/
How to check Network Problems

How to check Network Problems

Owned by Jack kim
Last updated: Sept 15, 2020
3 min read

Problem

앞서 metrics-server pod를 추가하였으나, 아래와 같이 서로 다른 node들에 걸친 pod 간 routing이 되지 않는 현상이 있을 수 있다.

기본적으로 k8s cni addon을 설치하였다면,
각 node간, pod간, node ↔︎ pod 간 모두 routing되어 통신이 가능해야 한다.

# Label k8s-app: metrics-server인 pod의 로그를 확인하는 명령어. $ kubectl logs --tail=20 -n kube-system -l k8s-app=metrics-server ... E0811 02:12:20.843207 1 manager.go:111] unable to fully collect metrics: unable to fully scrape metrics from source kubelet_summary:k8s-02: unable to fetch metrics from Kubelet k8s-02 (10.0.2.6): Get https://10.0.2.6:10250/stats/summary?only_cpu_and_memory=true: dial tcp 10.0.2.6:10250: connect: no route to host E0811 02:13:16.345348 1 reststorage.go:135] unable to fetch node metrics for node "k8s-02": no metrics known for node E0811 02:13:16.352394 1 reststorage.go:160] unable to fetch pod metrics for pod kube-system/netbox-86cdd5bdc6-jsbhn: no metrics known for pod E0811 02:13:16.352406 1 reststorage.go:160] unable to fetch pod metrics for pod kube-system/kube-proxy-cmp85: no metrics known for pod E0811 02:13:16.352411 1 reststorage.go:160] unable to fetch pod metrics for pod kube-system/kube-flannel-ds-amd64-5nktb: no metrics known for pod E0811 05:23:16.347050 1 reststorage.go:160] unable to fetch pod metrics for pod kube-system/netbox-z6nbz: no metrics known for pod

Deploy netbox

보통 최적화된 어플리케이션 container의 경우 bash로 container내부에 접속한다 하더라도, networking 관련하여 확인할 수 있는 util이 포함되어 있지 않은 경우가 대부분이다.(bash나 ping도 없는 경우가 많다.)

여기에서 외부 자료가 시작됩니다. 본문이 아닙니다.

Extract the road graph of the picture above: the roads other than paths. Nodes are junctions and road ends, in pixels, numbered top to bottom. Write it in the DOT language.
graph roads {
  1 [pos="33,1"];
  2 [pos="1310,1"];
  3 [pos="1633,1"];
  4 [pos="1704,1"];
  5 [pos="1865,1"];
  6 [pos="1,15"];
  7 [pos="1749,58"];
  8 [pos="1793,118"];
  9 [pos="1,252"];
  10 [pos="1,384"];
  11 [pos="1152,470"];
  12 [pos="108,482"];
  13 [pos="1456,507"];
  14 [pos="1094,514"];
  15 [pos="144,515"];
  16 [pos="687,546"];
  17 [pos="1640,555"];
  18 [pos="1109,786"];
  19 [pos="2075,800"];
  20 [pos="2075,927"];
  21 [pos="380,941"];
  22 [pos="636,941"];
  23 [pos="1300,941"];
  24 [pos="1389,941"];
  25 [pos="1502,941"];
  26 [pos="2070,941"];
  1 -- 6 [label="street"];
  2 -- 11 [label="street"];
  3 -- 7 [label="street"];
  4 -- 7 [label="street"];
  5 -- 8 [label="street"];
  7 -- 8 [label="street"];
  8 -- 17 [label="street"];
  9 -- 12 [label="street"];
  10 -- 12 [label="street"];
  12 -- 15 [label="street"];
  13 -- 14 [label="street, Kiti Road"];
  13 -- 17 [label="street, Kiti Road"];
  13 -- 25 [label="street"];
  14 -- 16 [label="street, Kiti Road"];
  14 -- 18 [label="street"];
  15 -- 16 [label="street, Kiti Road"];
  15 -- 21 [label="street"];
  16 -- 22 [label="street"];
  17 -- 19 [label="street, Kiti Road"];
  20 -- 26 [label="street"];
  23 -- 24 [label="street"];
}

해서, 아래와 같이 netbox라고 하는 k8s DaemonSet을 배포하면 위의 curl -k -X Get https://10.0.2.6:10250/stats/summary?only_cpu_and_memory=true 쿼리가 잘 되는지 등, 갖가지 tool로 확인이 용이하다.(이 밖에도 tcpdump가 포함된 container등 문제 해결을 위한 container가 많이 존재한다. 익숙해지면, 주로 사용하는 util들을 담아서 직접 docker build 하여 사용할 것이다.)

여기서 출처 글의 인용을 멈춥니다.